### TASK INPUTS
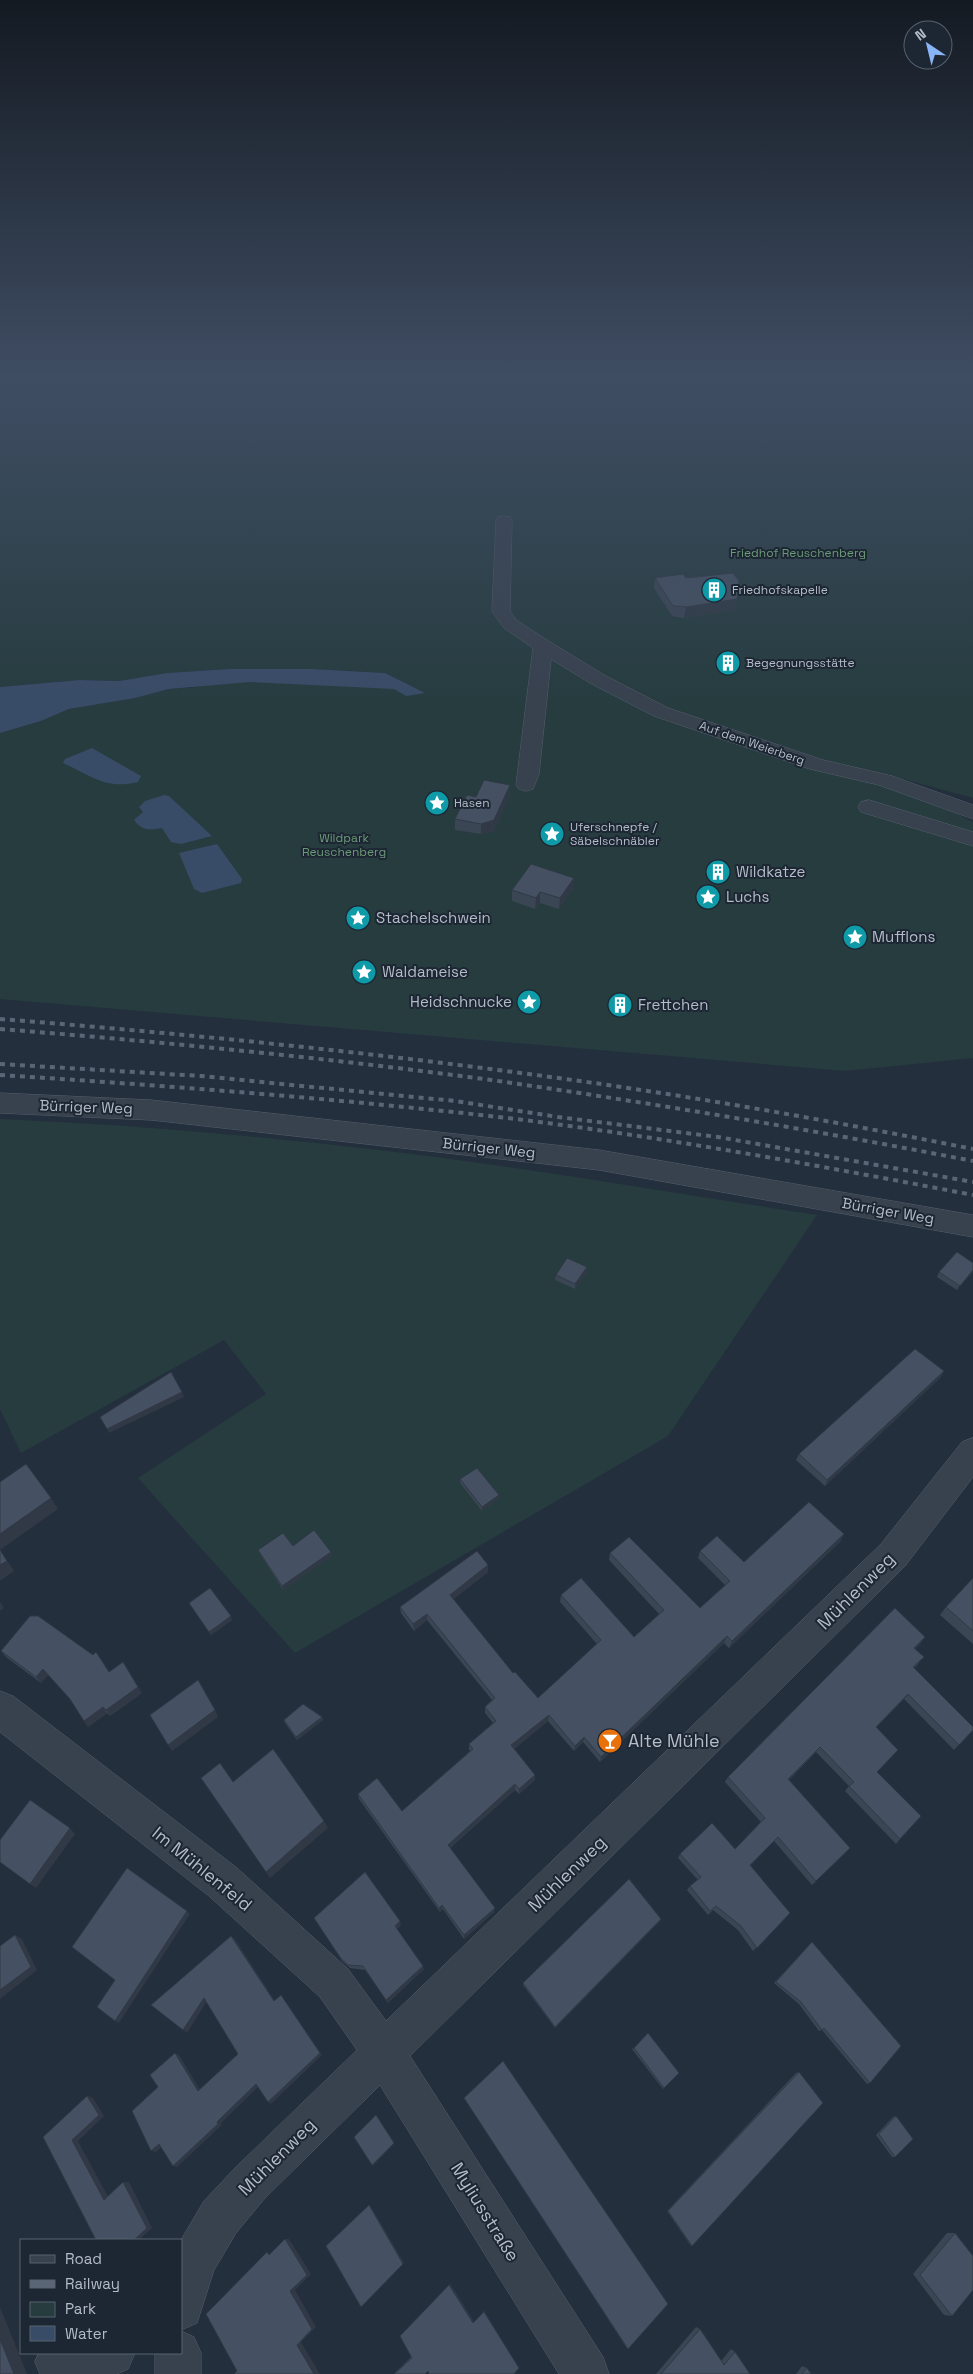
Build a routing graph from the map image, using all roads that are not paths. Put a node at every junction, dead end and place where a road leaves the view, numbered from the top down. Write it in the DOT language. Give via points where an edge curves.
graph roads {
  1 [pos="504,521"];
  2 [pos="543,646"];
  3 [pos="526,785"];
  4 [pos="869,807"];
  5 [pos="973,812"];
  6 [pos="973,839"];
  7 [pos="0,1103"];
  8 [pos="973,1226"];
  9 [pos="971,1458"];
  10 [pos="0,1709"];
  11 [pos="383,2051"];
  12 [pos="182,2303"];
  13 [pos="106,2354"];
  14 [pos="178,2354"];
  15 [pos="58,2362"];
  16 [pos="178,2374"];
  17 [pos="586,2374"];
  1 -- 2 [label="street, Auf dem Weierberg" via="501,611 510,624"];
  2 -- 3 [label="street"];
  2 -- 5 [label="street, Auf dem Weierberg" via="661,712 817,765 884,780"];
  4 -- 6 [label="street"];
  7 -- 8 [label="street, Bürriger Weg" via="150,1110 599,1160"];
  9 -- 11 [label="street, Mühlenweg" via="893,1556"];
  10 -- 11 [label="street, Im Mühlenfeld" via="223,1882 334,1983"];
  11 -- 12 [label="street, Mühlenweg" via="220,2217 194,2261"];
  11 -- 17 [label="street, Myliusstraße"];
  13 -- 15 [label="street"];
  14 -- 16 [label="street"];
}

### WHAT IS BEING ASKED
Above are the records; copy them exactly without the pictures.

### EXERCISE RESULT
Build a routing graph from the map image, using all roads that are not paths. Put a node at every junction, dead end and place where a road leaves the view, numbered from the top down. Write it in the DOT language. Give via points where an edge curves.
graph roads {
  1 [pos="504,521"];
  2 [pos="543,646"];
  3 [pos="526,785"];
  4 [pos="869,807"];
  5 [pos="973,812"];
  6 [pos="973,839"];
  7 [pos="0,1103"];
  8 [pos="973,1226"];
  9 [pos="971,1458"];
  10 [pos="0,1709"];
  11 [pos="383,2051"];
  12 [pos="182,2303"];
  13 [pos="106,2354"];
  14 [pos="178,2354"];
  15 [pos="58,2362"];
  16 [pos="178,2374"];
  17 [pos="586,2374"];
  1 -- 2 [label="street, Auf dem Weierberg" via="501,611 510,624"];
  2 -- 3 [label="street"];
  2 -- 5 [label="street, Auf dem Weierberg" via="661,712 817,765 884,780"];
  4 -- 6 [label="street"];
  7 -- 8 [label="street, Bürriger Weg" via="150,1110 599,1160"];
  9 -- 11 [label="street, Mühlenweg" via="893,1556"];
  10 -- 11 [label="street, Im Mühlenfeld" via="223,1882 334,1983"];
  11 -- 12 [label="street, Mühlenweg" via="220,2217 194,2261"];
  11 -- 17 [label="street, Myliusstraße"];
  13 -- 15 [label="street"];
  14 -- 16 [label="street"];
}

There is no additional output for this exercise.